Prop. Any representation V of an affine group G is a union of finite dimensional representations.

proof: must show any vector of V lies in a finite dimensional invariant subspace.  Let v \in V.  Write (for some N)

\sigma(v) = \sum_{i = 1}^N f_i\otimes v_i

where the f_i are linearly independent.  Set M_v = span \{v_1, ..., v_N\}.  By the commutative digram above:

v = (\epsilon \otimes 1_V) \circ \sigma (v) = \sum_i \epsilon(f_i)v_i

Recall that \sigma should come equipped with the data of a group action so when you reverse all the arrows you get a commutative digram:

\begin{array}{ccc} V & \xrightarrow{\sigma} & k[G]\otimes V \\ \downarrow & \empty & \downarrow \\ k[G] \otimes V & \xrightarrow{\mu\otimes 1_V} & k[G]\otimes k[G]\otimes V \end{array}

where the left vertical arrows is just \sigma and the right vertical arrows is 1_G \otimes \sigma.  The upshot is that this commutative diagram applied to v gives

\sum_i f_i\otimes \sigma(v_i) = \sum_i \mu(f_i) \otimes v_i =: \sum_i (\sum_j g_{ij}) \otimes v_i

Comparing the first and last expression it follows (using the assumed independence of the f_i)  that \sigma(v_i) is contained in k[G]\otimes M_v QED.


Example 1.  Let G = k^* then k[G] = k[t,t^{-1}] and \mu(t) = t\otimes t.  For any integer m get a 1 dimensional representation t.v = t^mv.

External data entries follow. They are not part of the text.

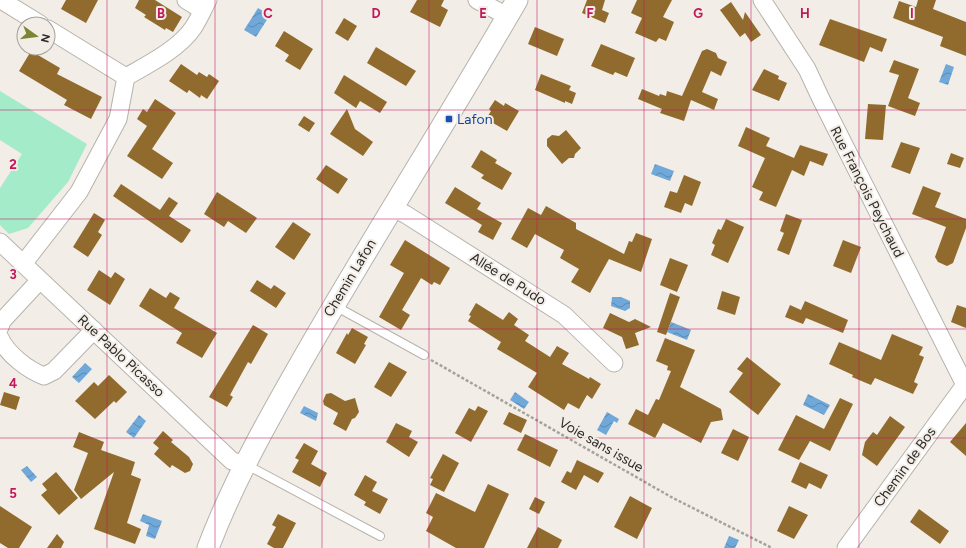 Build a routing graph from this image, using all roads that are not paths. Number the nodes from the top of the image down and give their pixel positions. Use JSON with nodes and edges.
{"nodes":[{"id":1,"x":1,"y":0,"type":"edge"},
{"id":2,"x":186,"y":0,"type":"edge"},
{"id":3,"x":477,"y":0,"type":"edge"},
{"id":4,"x":762,"y":0,"type":"edge"},
{"id":5,"x":205,"y":5,"type":"edge"},
{"id":6,"x":512,"y":8,"type":"edge"},
{"id":7,"x":27,"y":16,"type":"edge"},
{"id":8,"x":56,"y":34,"type":"edge"},
{"id":9,"x":126,"y":77,"type":"junction"},
{"id":10,"x":392,"y":208,"type":"junction"},
{"id":11,"x":0,"y":242,"type":"edge"},
{"id":12,"x":23,"y":264,"type":"junction"},
{"id":13,"x":40,"y":280,"type":"junction"},
{"id":14,"x":334,"y":306,"type":"junction"},
{"id":15,"x":0,"y":327,"type":"edge"},
{"id":16,"x":94,"y":330,"type":"junction"},
{"id":17,"x":0,"y":338,"type":"edge"},
{"id":18,"x":424,"y":355,"type":"road end"},
{"id":19,"x":614,"y":363,"type":"dead end"},
{"id":20,"x":965,"y":387,"type":"edge"},
{"id":21,"x":245,"y":464,"type":"junction"},
{"id":22,"x":380,"y":536,"type":"dead end"},
{"id":23,"x":208,"y":548,"type":"edge"},
{"id":24,"x":846,"y":548,"type":"edge"}],
"edges":[{"from":1,"to":7,"type":"street"},
{"from":2,"to":5,"type":"street"},
{"from":3,"to":6,"type":"street","name":"Chemin Lafon"},
{"from":4,"to":20,"type":"street","name":"Rue François Peychaud"},
{"from":5,"to":9,"type":"street"},
{"from":6,"to":10,"type":"street","name":"Chemin Lafon"},
{"from":8,"to":9,"type":"street"},
{"from":9,"to":12,"type":"street"},
{"from":10,"to":14,"type":"street","name":"Chemin Lafon"},
{"from":10,"to":19,"type":"street","name":"Allée de Pudo"},
{"from":11,"to":12,"type":"street","name":"Rue Pablo Picasso"},
{"from":12,"to":13,"type":"street","name":"Rue Pablo Picasso"},
{"from":13,"to":15,"type":"street"},
{"from":13,"to":16,"type":"street","name":"Rue Pablo Picasso"},
{"from":14,"to":18,"type":"lane"},
{"from":14,"to":21,"type":"street","name":"Chemin Lafon"},
{"from":16,"to":17,"type":"street"},
{"from":16,"to":21,"type":"street","name":"Rue Pablo Picasso"},
{"from":20,"to":24,"type":"street","name":"Chemin de Bos"},
{"from":21,"to":22,"type":"lane"},
{"from":21,"to":23,"type":"street","name":"Chemin Lafon"}]}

Prop. Any representation V of k^* can be written as

V = \oplus_{m \in \mathbb{Z}} V_m

where V_m = \{v \in V| \sigma(v) = t^mv\}.

proof: For v \in V write (for some v_i)

\sigma(v) = \sum_i t^i \oplus v_i

The using the diagram for \sigma to be an action get

\sum_i t^i\otimes \sigma(v_i) = \sum_i \mu(t_i) \otimes v_i = \sum_i t_i\otimes t_i \otimes v_i

it follows that \sigma(v_i) = t_i \otimes v_i so V is the sum of the appropriate subspaces and its clear that these subspaces are only intersect at 0.QED

Example 2: An algebraic torus is a finite direct product of k^*.  A character is a homomorphism \chi \colon G \to k^*.  Let G^\vee be the group of characters.  The previous prop should suffice to prove

Cor. If V is a representation of an algebraic torus G then

V = \oplus_{\chi \in G^\vee} V_\chi

where V_\chi = \{ v| \sigma(v) = \chi(t) v\}.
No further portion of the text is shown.